Enjoy yourself and remember you don't *need* to worry because of point #1
Take pictures.

Reactions: Like 1 | Thank You! 1 | Agree 7


----------



## shadetree_1 (Jul 19, 2014)

Kevin said it better than I could and he is 100% dead on the spot, give yourself a break, relax with your boy, let them handle it, the world will not end because you are gone for a week, quit worrying, Kevins point #5 is the key!! Life it too short my friend! Take a second and stand back and look at your absence in the grand scheme of things, it's pretty small stuff, and sweating the small stuff will kill you!! Don't let it!!!!!!!!!!!

Reactions: Thank You! 1 | Agree 4


----------



## Mike1950 (Jul 19, 2014)

I agree with both posts above buttttt i was self employed for 25 yrs and never really got away from it.Probably Part of why I was successful- I was obsessed or possessed -one of the 2 or both.

Reactions: Like 3 | Agree 2


----------



## ripjack13 (Jul 19, 2014)

Kevin said it best. #4 is key. He is only going to be young for so long. These are the Golden Days. He'll remember this all of his life. Make it a great memory.....it's worth it.

Reactions: Like 1


----------



## Kevin (Jul 19, 2014)

I have been either self-employed or an independent agent or contractor off and on my entire life starting at 14 years of age - a total of roughly 33 years subtracting my time in service and odd jobs I held punching a clock. If only I would have taken the advice I gave you back then I would probably have been more successful not just in business but in life. I'm not complaining - I enjoyed some really good successes, suffered a lot of failures, had a lot of fun, had some very hard and lean times, wrote paychecks to a few people, and wasn't a half bad dad IMO.

But if I could have looked forward back then I would have done things a little different. I think most of us would. Whenever I see someone say "I wouldn't have changed a thing" it always makes me wonder how they managed to make perfect decisions, or if they are just content with the mistakes they made. But since we can't go back I guess it's a moot thing.

Reactions: Like 1 | Agree 2


----------



## Mike1950 (Jul 19, 2014)

I hope no one misunderstood- spend the time with the kids but you have to find your own way of dealing with biz stress. You are the only one with that key. 
I agree with Kevin- looking back you could always do it better.

Reactions: Thank You! 1


----------



## Kevin (Jul 19, 2014)

Mike1950 said:


> I hope no one misunderstood- spend the time with the kids but you have to find your own way of dealing with biz stress. You are the only one with that key.
> I agree with Kevin- looking back you could always do it better.

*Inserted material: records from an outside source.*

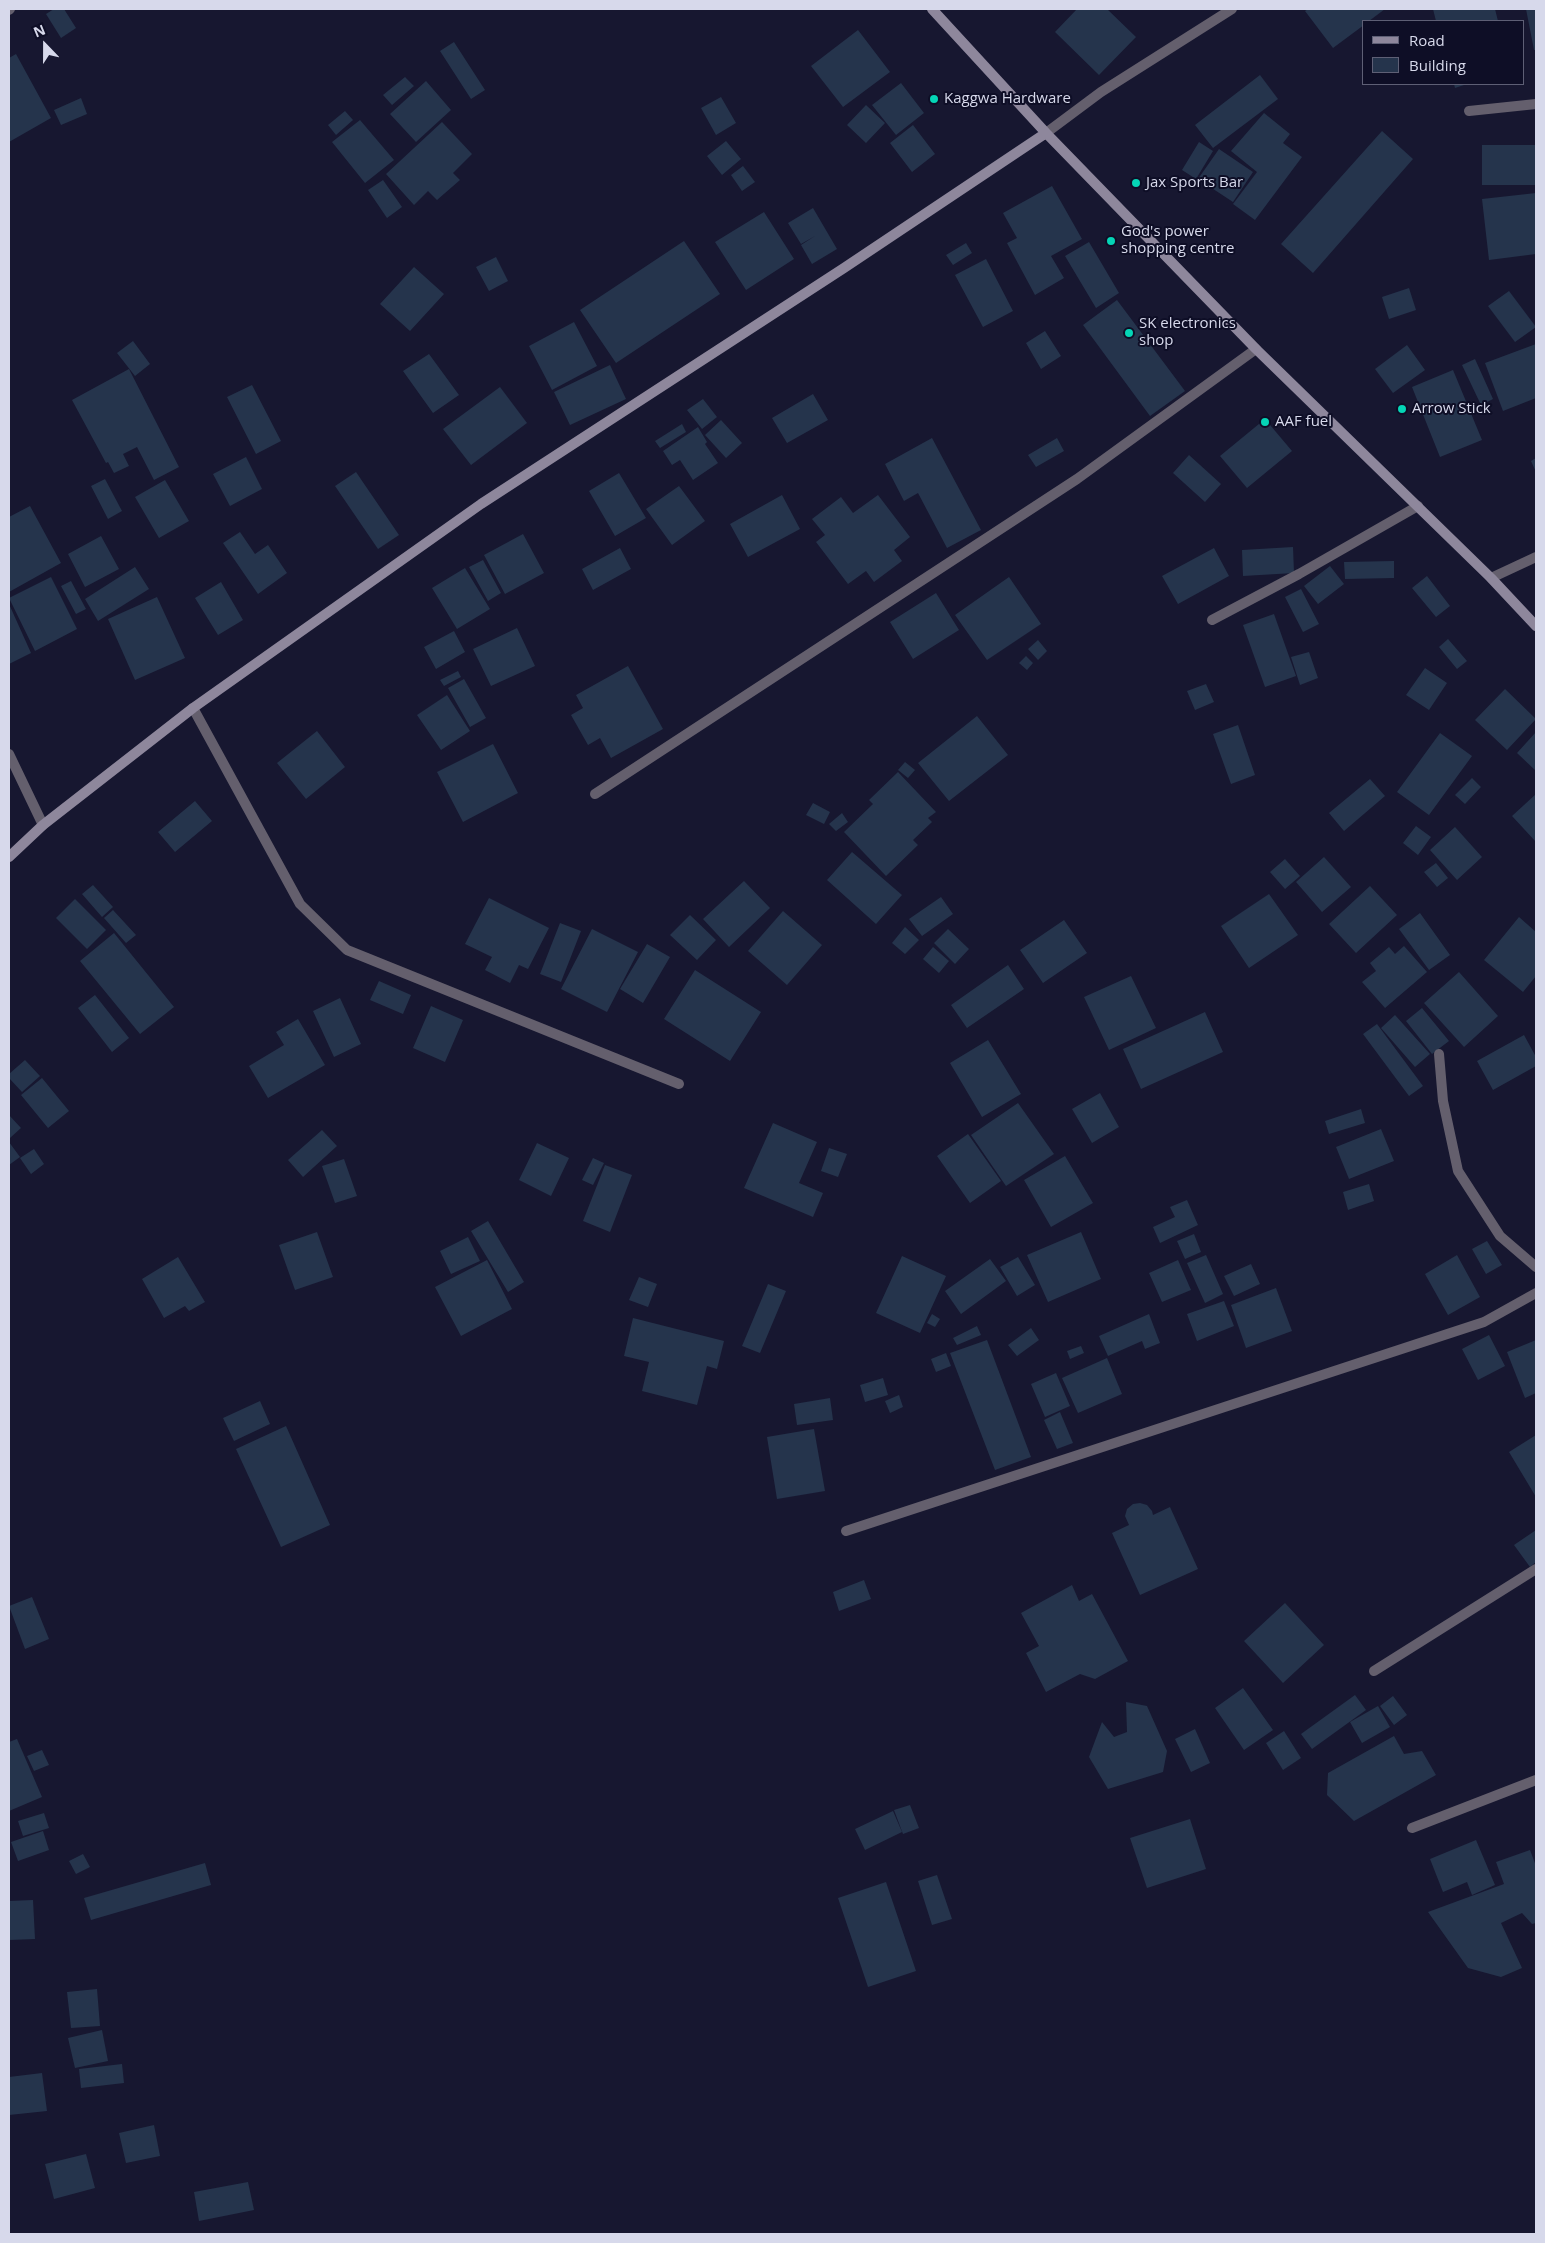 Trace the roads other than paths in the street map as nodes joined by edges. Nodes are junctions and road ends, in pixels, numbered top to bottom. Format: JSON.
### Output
{"nodes":[{"id":1,"x":932,"y":9,"type":"edge"},
{"id":2,"x":1232,"y":9,"type":"edge"},
{"id":3,"x":1536,"y":104,"type":"edge"},
{"id":4,"x":1469,"y":111,"type":"dead end"},
{"id":5,"x":1046,"y":133,"type":"junction"},
{"id":6,"x":1256,"y":349,"type":"junction"},
{"id":7,"x":1418,"y":506,"type":"junction"},
{"id":8,"x":1536,"y":556,"type":"edge"},
{"id":9,"x":1491,"y":578,"type":"junction"},
{"id":10,"x":1212,"y":620,"type":"dead end"},
{"id":11,"x":1536,"y":626,"type":"edge"},
{"id":12,"x":193,"y":708,"type":"junction"},
{"id":13,"x":9,"y":754,"type":"edge"},
{"id":14,"x":595,"y":794,"type":"dead end"},
{"id":15,"x":43,"y":825,"type":"junction"},
{"id":16,"x":9,"y":857,"type":"edge"},
{"id":17,"x":1439,"y":1054,"type":"dead end"},
{"id":18,"x":679,"y":1084,"type":"dead end"},
{"id":19,"x":1536,"y":1267,"type":"edge"},
{"id":20,"x":1536,"y":1293,"type":"edge"},
{"id":21,"x":846,"y":1531,"type":"dead end"},
{"id":22,"x":1536,"y":1569,"type":"edge"},
{"id":23,"x":1374,"y":1671,"type":"dead end"},
{"id":24,"x":1536,"y":1780,"type":"edge"},
{"id":25,"x":1412,"y":1828,"type":"dead end"}],
"edges":[{"from":1,"to":5,"type":"street"},
{"from":2,"to":5,"type":"street"},
{"from":3,"to":4,"type":"street"},
{"from":5,"to":6,"type":"street"},
{"from":5,"to":12,"type":"street"},
{"from":6,"to":7,"type":"street"},
{"from":6,"to":14,"type":"street"},
{"from":7,"to":9,"type":"street"},
{"from":7,"to":10,"type":"street"},
{"from":8,"to":9,"type":"street"},
{"from":9,"to":11,"type":"street"},
{"from":12,"to":15,"type":"street"},
{"from":12,"to":18,"type":"street"},
{"from":13,"to":15,"type":"street"},
{"from":15,"to":16,"type":"street"},
{"from":17,"to":19,"type":"street"},
{"from":20,"to":21,"type":"street"},
{"from":22,"to":23,"type":"street"},
{"from":24,"to":25,"type":"street"}]}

I knew what you were saying Mike. My comment wasn't aimed at you (I know you know that) but it reminded me of me a lot. I think most small business owners can relate - you either put in the enormous effort and time especially the first few years or you go back to punching a clock. There's just no shortcuts are there.


----------



## Mike1950 (Jul 19, 2014)

Kevin said:


> I knew what you were saying Mike. My comment wasn't aimed at you (I know you know that) but it reminded me of me a lot. I think most small business owners can relate - you either put in the enormous effort and time especially the first few years or you go back to punching a clock. There's just no shortcuts are there.



Oh I knew it was not directed at me- thanks though!! I just reread his post and realized I had missed in my mind part of it. I was stuck in those first 5 years. For me I started out as Mike -The patch guy -12hrs a day- 6 days a week but the stars-economy- competition fading and life lined up perfectly for me- in 4 yrs I went from me to 30 people spread out over 2/3 ds of one state and a third of another. Main mistake most make is spend more then they make- second is Big head I am invincible syndrome. 
My advise- stay hungry and humble. Try to get away mentally -enjoy life- ya only get to do it once. Love those kids- most important job you will ever do!!!!!!!!!!

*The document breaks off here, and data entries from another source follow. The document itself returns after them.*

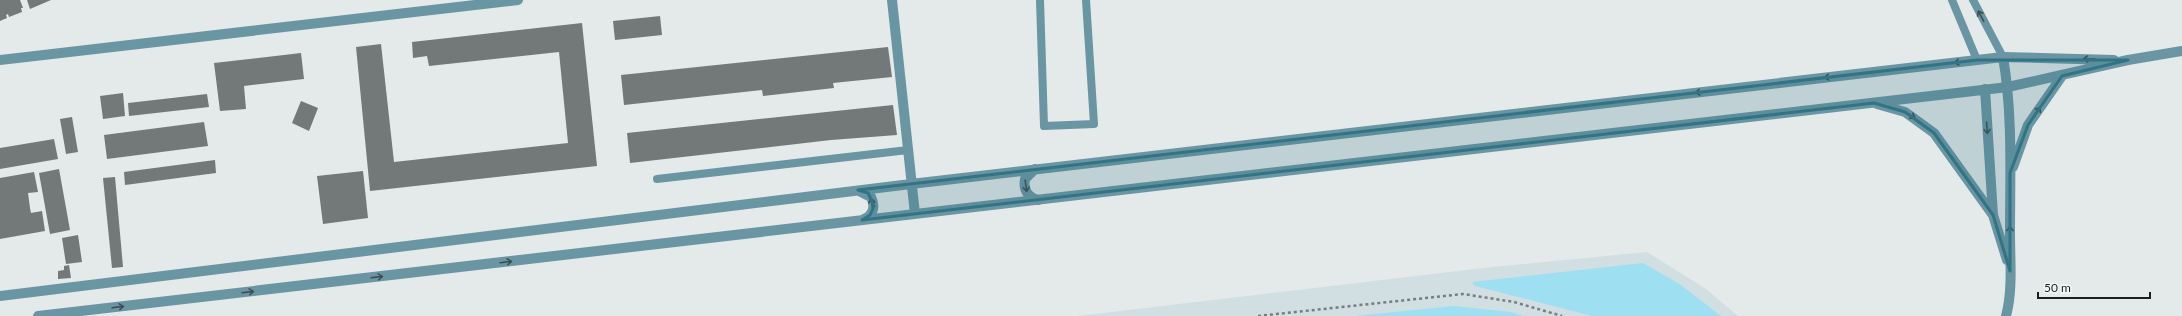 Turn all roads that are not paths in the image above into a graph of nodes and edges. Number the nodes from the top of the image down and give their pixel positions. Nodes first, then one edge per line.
1 (518, 0) edge
2 (892, 0) edge
3 (1040, 0) edge
4 (1086, 0) edge
5 (1952, 0) edge
6 (1972, 0) edge
7 (2182, 51) edge
8 (2002, 57) junction
9 (0, 60) edge
10 (1977, 60) junction
11 (2128, 60) junction
12 (2062, 76) junction
13 (2008, 87) junction
14 (1985, 89) junction
15 (1874, 103) junction
16 (908, 150) junction
17 (1035, 170) junction
18 (2010, 173) junction
19 (657, 179) dead end
20 (912, 184) junction
21 (858, 190) junction
22 (1039, 200) junction
23 (915, 214) junction
24 (1993, 216) junction
25 (862, 220) junction
26 (2010, 271) junction
27 (0, 296) edge
28 (82, 314) edge
29 (38, 316) edge
30 (2006, 316) edge

1 - 9 street
2 - 16 street
3 - 4 lane
5 - 10 lane
8 -> 6 lane
7 - 11 street
8 - 10 street
11 -> 8 street
8 - 13 street
10 -> 17 street
11 - 12 street
12 - 13 street
18 -> 12 street
13 - 14 street
13 - 18 street
14 - 15 street
14 -> 24 street
15 - 22 street
15 -> 24 street
16 - 19 lane
16 - 20 street
17 - 20 street
17 -> 22 street
26 -> 18 street
20 - 21 street
20 - 23 street
25 -> 21 street
21 - 27 street
22 - 23 street
23 - 25 street
24 - 26 street
28 -> 25 street
26 - 30 street
28 - 29 street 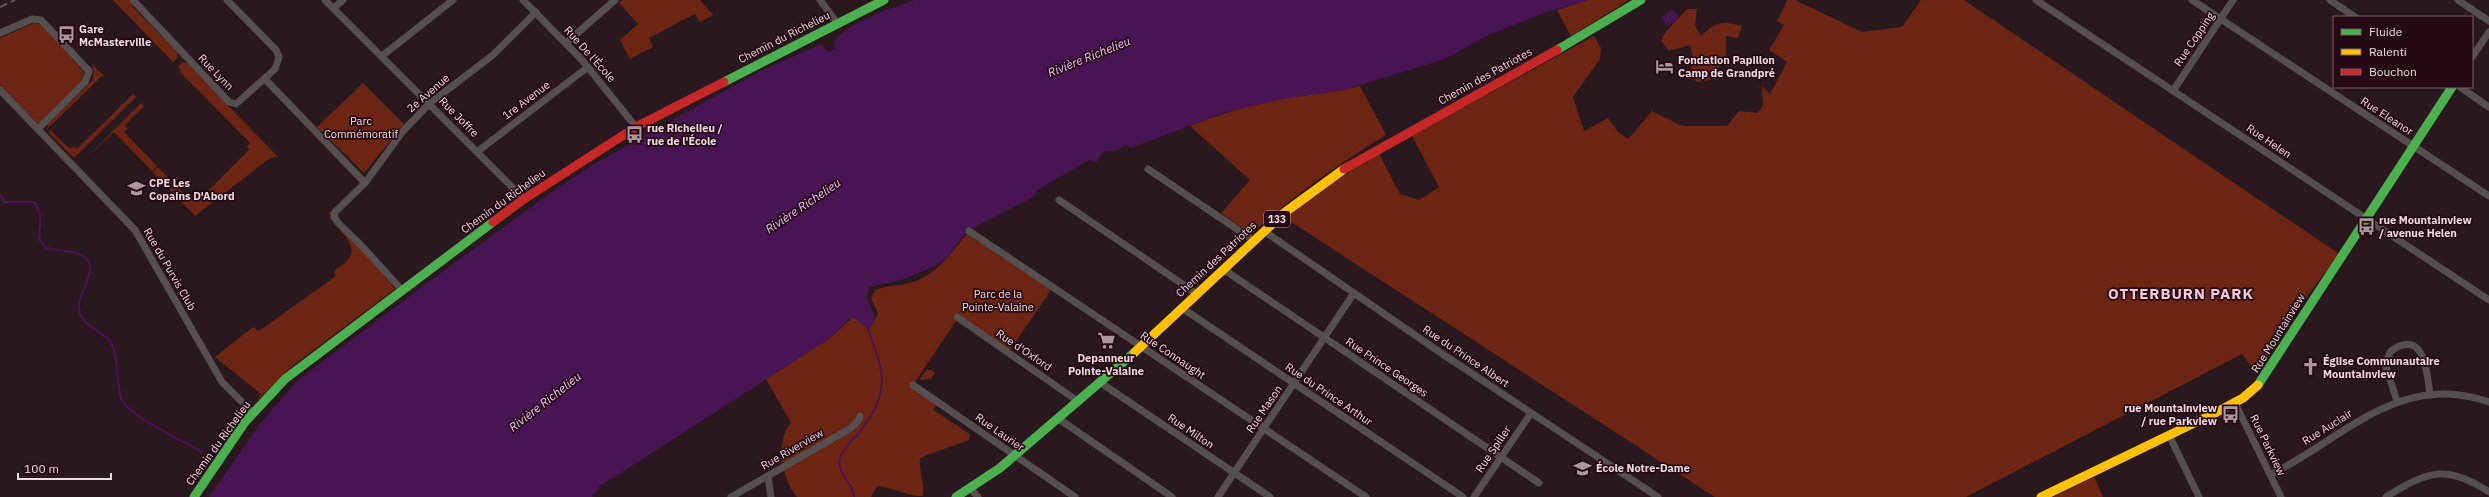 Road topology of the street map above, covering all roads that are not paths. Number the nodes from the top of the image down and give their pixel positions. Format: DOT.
graph roads {
  1 [pos="133,0"];
  2 [pos="227,0"];
  3 [pos="326,0"];
  4 [pos="343,0"];
  5 [pos="453,0"];
  6 [pos="524,0"];
  7 [pos="615,0"];
  8 [pos="820,0"];
  9 [pos="884,0"];
  10 [pos="1641,0"];
  11 [pos="2036,0"];
  12 [pos="2192,0"];
  13 [pos="2233,0"];
  14 [pos="2330,0"];
  15 [pos="2458,0"];
  16 [pos="334,8"];
  17 [pos="536,12"];
  18 [pos="2354,16"];
  19 [pos="2221,19"];
  20 [pos="2489,20"];
  21 [pos="837,23"];
  22 [pos="2489,32"];
  23 [pos="0,33"];
  24 [pos="566,43"];
  25 [pos="382,56"];
  26 [pos="2473,56"];
  27 [pos="588,67"];
  28 [pos="265,79"];
  29 [pos="2451,88"];
  30 [pos="2461,88"];
  31 [pos="0,90"];
  32 [pos="2173,91"];
  33 [pos="430,103"];
  34 [pos="2489,107"];
  35 [pos="636,127"];
  36 [pos="38,129"];
  37 [pos="2414,146"];
  38 [pos="478,151"];
  39 [pos="1148,169"];
  40 [pos="365,182"];
  41 [pos="2489,196"];
  42 [pos="524,200"];
  43 [pos="1059,200"];
  44 [pos="2366,219"];
  45 [pos="969,231"];
  46 [pos="1264,231"];
  47 [pos="1253,240"];
  48 [pos="1223,269"];
  49 [pos="402,290"];
  50 [pos="1354,293"];
  51 [pos="1197,294"];
  52 [pos="2489,300"];
  53 [pos="1182,308"];
  54 [pos="957,317"];
  55 [pos="1324,338"];
  56 [pos="1141,347"];
  57 [pos="1101,383"];
  58 [pos="1294,384"];
  59 [pos="913,385"];
  60 [pos="2430,395"];
  61 [pos="2397,401"];
  62 [pos="1079,402"];
  63 [pos="2235,402"];
  64 [pos="2489,402"];
  65 [pos="253,413"];
  66 [pos="1531,413"];
  67 [pos="860,416"];
  68 [pos="1059,419"];
  69 [pos="1264,428"];
  70 [pos="2169,435"];
  71 [pos="1015,456"];
  72 [pos="1501,457"];
  73 [pos="1234,473"];
  74 [pos="2270,475"];
  75 [pos="768,476"];
  76 [pos="1539,484"];
  77 [pos="971,489"];
  78 [pos="2489,492"];
  79 [pos="194,497"];
  80 [pos="731,497"];
  81 [pos="770,497"];
  82 [pos="956,497"];
  83 [pos="978,497"];
  84 [pos="1075,497"];
  85 [pos="1172,497"];
  86 [pos="1218,497"];
  87 [pos="1270,497"];
  88 [pos="1366,497"];
  89 [pos="1463,497"];
  90 [pos="1474,497"];
  91 [pos="1658,497"];
  92 [pos="2041,497"];
  93 [pos="2199,497"];
  94 [pos="2281,497"];
  95 [pos="2386,497"];
  1 -- 28 [label="street, Rue Lynn"];
  2 -- 28 [label="street, Rue Lynn"];
  3 -- 16 [label="street, Rue Joffre"];
  4 -- 16 [label="street"];
  5 -- 25 [label="street"];
  6 -- 17 [label="street, Rue De l'École"];
  7 -- 24 [label="street"];
  8 -- 21 [label="street"];
  9 -- 21 [label="main road, Chemin du Richelieu"];
  10 -- 46 [label="main road, Chemin des Patriotes / 133"];
  11 -- 32 [label="street, Rue Helen"];
  12 -- 19 [label="street, Rue Eleanor"];
  13 -- 19 [label="street, Rue Copping"];
  14 -- 18 [label="street"];
  15 -- 20 [label="street"];
  16 -- 25 [label="street, Rue Joffre"];
  17 -- 24 [label="street, Rue De l'École"];
  17 -- 33 [label="street, 2e Avenue"];
  19 -- 32 [label="street, Rue Copping"];
  19 -- 37 [label="street, Rue Eleanor"];
  21 -- 35 [label="main road, Chemin du Richelieu"];
  22 -- 26 [label="street"];
  23 -- 36 [label="street"];
  24 -- 27 [label="street, Rue De l'École"];
  25 -- 33 [label="street, Rue Joffre"];
  27 -- 35 [label="street, Rue De l'École"];
  27 -- 38 [label="street, 1re Avenue"];
  28 -- 40 [label="street"];
  29 -- 37 [label="main road, Rue Mountainview"];
  30 -- 34 [label="street"];
  31 -- 36 [label="street, Rue du Purvis Club"];
  32 -- 44 [label="street, Rue Helen"];
  33 -- 38 [label="street, Rue Joffre"];
  33 -- 40 [label="street, 2e Avenue"];
  35 -- 42 [label="main road, Chemin du Richelieu"];
  36 -- 65 [label="street, Rue du Purvis Club"];
  37 -- 41 [label="street, Rue Eleanor"];
  37 -- 44 [label="main road, Rue Mountainview"];
  38 -- 42 [label="street, Rue Joffre"];
  39 -- 47 [label="street"];
  40 -- 49 [label="street, 2e Avenue"];
  42 -- 49 [label="main road, Chemin du Richelieu"];
  43 -- 51 [label="street"];
  44 -- 52 [label="street, Rue Helen"];
  44 -- 63 [label="main road, Rue Mountainview"];
  45 -- 56 [label="street, Rue Connaught"];
  46 -- 47 [label="main road, Chemin des Patriotes / 133"];
  46 -- 50 [label="street, Rue du Prince Albert"];
  47 -- 48 [label="main road, Chemin des Patriotes / 133"];
  48 -- 51 [label="main road, Chemin des Patriotes / 133"];
  48 -- 55 [label="street, Rue Prince Georges"];
  49 -- 65 [label="main road, Chemin du Richelieu"];
  50 -- 55 [label="street, Rue Mason"];
  50 -- 66 [label="street, Rue du Prince Albert"];
  51 -- 53 [label="main road, Chemin des Patriotes / 133"];
  53 -- 56 [label="main road, Chemin des Patriotes / 133"];
  53 -- 58 [label="street, Rue du Prince Arthur"];
  54 -- 62 [label="street, Rue d'Oxford"];
  55 -- 58 [label="street, Rue Mason"];
  55 -- 72 [label="street, Rue Prince Georges"];
  56 -- 57 [label="main road, Chemin des Patriotes / 133"];
  56 -- 69 [label="street, Rue Connaught"];
  57 -- 62 [label="main road, Chemin des Patriotes / 133"];
  57 -- 73 [label="street, Rue Milton"];
  58 -- 69 [label="street, Rue Mason"];
  58 -- 89 [label="street, Rue du Prince Arthur"];
  59 -- 71 [label="street, Rue Laurier"];
  60 -- 61 [label="street, Rue Auclair"];
  60 -- 61 [label="street"];
  60 -- 64 [label="street, Rue Auclair"];
  61 -- 74 [label="street, Rue Auclair"];
  62 -- 68 [label="main road, Chemin des Patriotes / 133"];
  63 -- 70 [label="main road, Rue Mountainview"];
  63 -- 74 [label="street, Rue Parkview"];
  65 -- 79 [label="main road, Chemin du Richelieu"];
  66 -- 72 [label="street, Rue Spiller"];
  66 -- 91 [label="street, Rue du Prince Albert"];
  67 -- 75 [label="street, Rue Riverview"];
  68 -- 71 [label="main road, Chemin des Patriotes / 133"];
  68 -- 85 [label="street"];
  69 -- 73 [label="street, Rue Mason"];
  69 -- 88 [label="street, Rue Connaught"];
  70 -- 92 [label="main road, Rue Mountainview"];
  70 -- 93 [label="street"];
  71 -- 77 [label="main road, Chemin des Patriotes / 133"];
  71 -- 84 [label="street, Rue Laurier"];
  72 -- 76 [label="street, Rue Prince Georges"];
  72 -- 90 [label="street, Rue Spiller"];
  73 -- 86 [label="street, Rue Mason"];
  73 -- 87 [label="street, Rue Milton"];
  74 -- 94 [label="street, Rue Parkview"];
  75 -- 80 [label="street, Rue Riverview"];
  75 -- 81 [label="street"];
  77 -- 82 [label="main road, Chemin des Patriotes / 133"];
  77 -- 83 [label="street"];
  78 -- 95 [label="street"];
}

Reactions: Thank You! 1 | Sincere 1


----------



## Schroedc (Jul 19, 2014)

I think I've finally got everything ready to go for my wife so it's all easy, plus I've realized anything she can't answer can always wait a week until I get back. Heading to town tonight for the last camping items I need to pack and off we go at 7:30 tomorrow morning. I'll probably not be on unless the camp has WiFi. (scary thing is so many of these places do have it nowadays, I must be getting old. I remember what it was like to completely unplug.)

Reactions: Like 2


----------



## Final Strut (Jul 19, 2014)

I know exactly what you are experiencing Colin. For the seven years I had my construction business I worked with a local Scout troop and a local Cub pack (my sons were cubbies) and I would always take at least two or three days to help with camp. This year (we just got home this morning) my oldest son went to Scout camp for the first time. I took two days of vacation to help out with leadership and it was far easier to take time off now that I am not 100% invested in the company I am leaving for a few days.

Kevin gave you some very sound advise. After spending a couple of days with my son at camp my only regret is that I didn't take the whole week. I observed him in an entirely different light than what I am able to at home. The time is definitely priceless. Enjoy your time with your son. I would tell you to relax and enjoy the week but from doing this for many years now I know there is not a whole lot of relaxing that happens at Scout camp especially for the leaders. Have fun.

Reactions: Like 1 | Thank You! 1


----------



## Schroedc (Jul 19, 2014)

Final Strut said:


> Enjoy your time with your son. I would tell you to relax and enjoy the week but from doing this for many years now I know there is not a whole lot of relaxing that happens at Scout camp especially for the leaders. Have fun.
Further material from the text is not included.